Though he is one of only three New Zealanders with at least three Olympic golds tucked away in his medals drawer at home, kayaker Paul MacDonald has been strangely undervalued in his own country.
MacDonald was overshadowed in public awareness by his team-mate and great friend, Ian Ferguson, which may explain why New Zealanders tend to underestimate his accomplishments. Yet he won as many Olympic gold medals as Peter Snell and was a New Zealand sports great.

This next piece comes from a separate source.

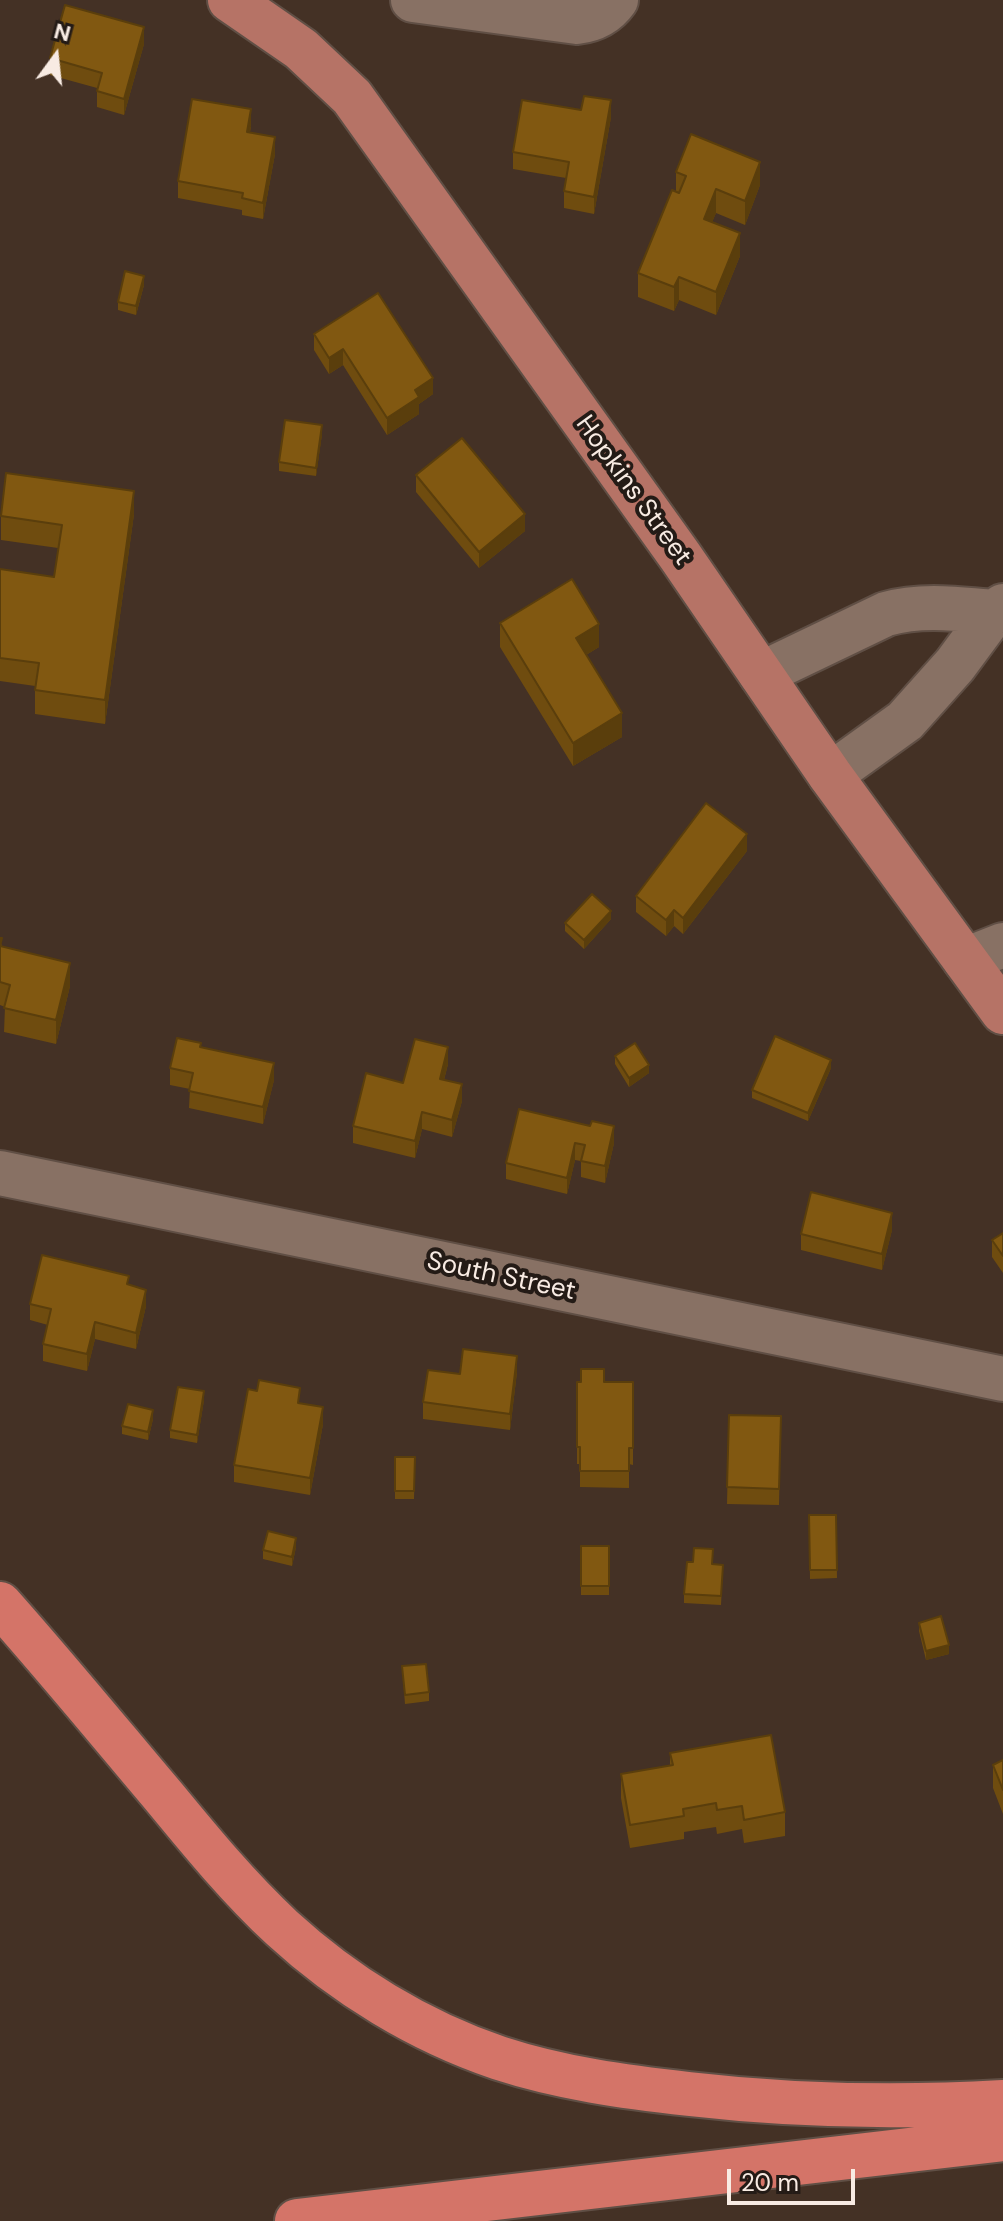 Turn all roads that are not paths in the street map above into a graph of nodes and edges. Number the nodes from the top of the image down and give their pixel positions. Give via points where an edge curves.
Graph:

MacDonald competed at three Olympics and won five medals – no New Zealand has won more. He also gathered six world championship medals. He was part of the golden age of New Zealand kayaking, in the mid-1980s, when Ferguson, Grant Bramwell, Alan Thompson and MacDonald stunned the kayaking world with their against-the-odds triumphs.
The Auckland-based MacDonald had a strong background in surf lifesaving when he turned to kayaking in the late 1970s. In 1980 he and Ferguson teamed to win the national K2 500 and K2 1000 titles. These were MacDonald’s first New Zealand kayaking titles and signalled the beginning of a marvellous sports partnership for Ferg and Macca, as they became known.
By 1982, MacDonald had become a world-class paddler, which he confirmed by winning a silver (with Thompson) in the K2 500 race at that year’s world championships in Belgrade.
At the 1984 Los Angeles Olympics, the New Zealand kayakers were unstoppable and MacDonald won two gold medals, as part of the K4 1000 team and with Ferguson, who was eight years older, in the K2 500.
There was a cloud over the gold medal splurge at Los Angeles because most Eastern Bloc countries boycotted the games. The New Zealanders claimed the effects of the boycott were overstated, noting that they had beaten their major rivals in pre-Olympic meetings in Europe.
MacDonald and Ferguson proved their point at the world championships in Belgium in 1985, when they won the K2 500 gold medal after a tight race against the East German and Soviet Union paddlers.
At the 1987 world champs in Duisburg, MacDonald, stepping out of Ferguson’s shadow, earned the honour of representing New Zealand in the K1 events. He was brilliant, winning the K1 500 from Andreas Staehle of East Germany and Attila Szabo of Czechoslovakia, and combined with Ferguson for gold in the K2 1000 and silver in the K2 500.
During the mid-1980s, there were only about 50 competitive kayakers in New Zealand, so paddlers like Ferguson and MacDonald, lacking the necessary opposition at home, pushed each other to new heights by being brutally competitive in training. At the 1988 Seoul Olympics, Ferguson and MacDonald took gold in the K2 500 and silver in the K2 1000, and MacDonald was a close third in the K1 500. This lifted his Olympic medal tally to five.
Though Ferguson, in particular, was reaching the veteran age category by the late 1980s, he and MacDonald continued to train ferociously.
In 1990 they took the silver medal in the K2 10,000 at the world championships in Poland. Even at Barcelona in 1992, when they were using an outdated kayak, they were good enough to make the Olympic K2 1000 final and to record their best time.
MacDonald competed at national surf lifesaving championships throughout his kayaking career and won five individual titles in the open surf ski race from 1980-87, plus titles in the open Malibu board race in 1985 and 1986. In 1982 and 1985, he represented New Zealand at surf lifesaving and in 1985 he captained a world surf lifesaving team.
In 1992, MacDonald came out of retirement to win the national surf ski and double surf ski titles.
After retiring from kayaking, the popular and outgoing MacDonald maintained a high profile for several years as a television presenter, featuring on Top Town and Clash of the Codes, which he helped produce. He later become involved with the Oceanman and Super Series lifesaving contests at Piha Beach and became a co-ordinator of an annual dragon boat festival.
MacDonald was a Sports Foundation governor in the late 1990s. He was a finalist in the Sportsman of the Year awards (the precursor to the Halberg Awards) in 1985, 1987 and 1988. He shared the Lonsdale Cup with Ferguson in 1985 and won it on his own in 1987.
He was inducted into the New Zealand Sports Hall of Fame in 1997.